= Beginning of Section =
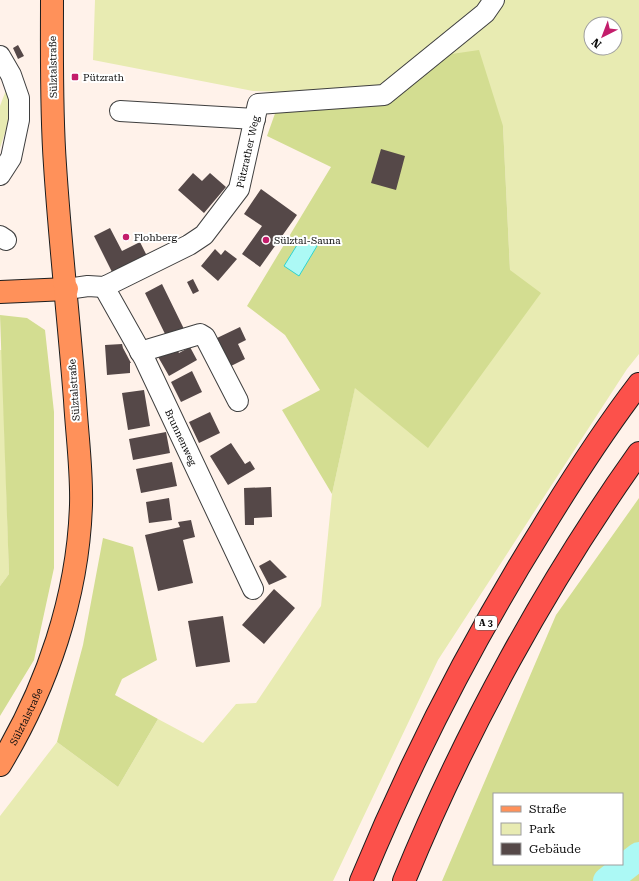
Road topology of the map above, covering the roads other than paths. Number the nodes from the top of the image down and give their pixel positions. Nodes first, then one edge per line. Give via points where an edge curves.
1 (52, 0) edge
2 (494, 0) edge
3 (0, 56) edge
4 (120, 111) dead end
5 (256, 119) junction
6 (0, 175) edge
7 (104, 287) junction
8 (67, 289) junction
9 (0, 292) edge
10 (140, 352) junction
11 (639, 384) edge
12 (238, 401) dead end
13 (639, 453) edge
14 (253, 590) dead end
15 (0, 765) edge
16 (407, 875) edge
17 (362, 880) edge

1 - 8 main road, Sülztalstraße via 55,164
2 - 5 street, Pützrather Weg via 485,13 384,95 258,104
3 - 6 street via 11,75 19,98 19,120 11,158
4 - 5 street
5 - 7 street, Pützrather Weg via 239,189 204,235
7 - 8 street, Pützrather Weg
7 - 10 street, Brunnenweg
8 - 9 main road
8 - 15 main road, Sülztalstraße via 81,505 77,551 67,607 55,648 40,689
10 - 12 street via 200,334 205,337
10 - 14 street, Brunnenweg via 236,570
11 - 17 highway, A 3 via 567,487 505,588 455,679 406,778
13 - 16 highway via 558,576 504,671 454,769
= End of Section =
*The task*
Transcribe the listing in full and omit the pictures.

*Completed task*
Road topology of the map above, covering the roads other than paths. Number the nodes from the top of the image down and give their pixel positions. Nodes first, then one edge per line. Give via points where an edge curves.
1 (52, 0) edge
2 (494, 0) edge
3 (0, 56) edge
4 (120, 111) dead end
5 (256, 119) junction
6 (0, 175) edge
7 (104, 287) junction
8 (67, 289) junction
9 (0, 292) edge
10 (140, 352) junction
11 (639, 384) edge
12 (238, 401) dead end
13 (639, 453) edge
14 (253, 590) dead end
15 (0, 765) edge
16 (407, 875) edge
17 (362, 880) edge

1 - 8 main road, Sülztalstraße via 55,164
2 - 5 street, Pützrather Weg via 485,13 384,95 258,104
3 - 6 street via 11,75 19,98 19,120 11,158
4 - 5 street
5 - 7 street, Pützrather Weg via 239,189 204,235
7 - 8 street, Pützrather Weg
7 - 10 street, Brunnenweg
8 - 9 main road
8 - 15 main road, Sülztalstraße via 81,505 77,551 67,607 55,648 40,689
10 - 12 street via 200,334 205,337
10 - 14 street, Brunnenweg via 236,570
11 - 17 highway, A 3 via 567,487 505,588 455,679 406,778
13 - 16 highway via 558,576 504,671 454,769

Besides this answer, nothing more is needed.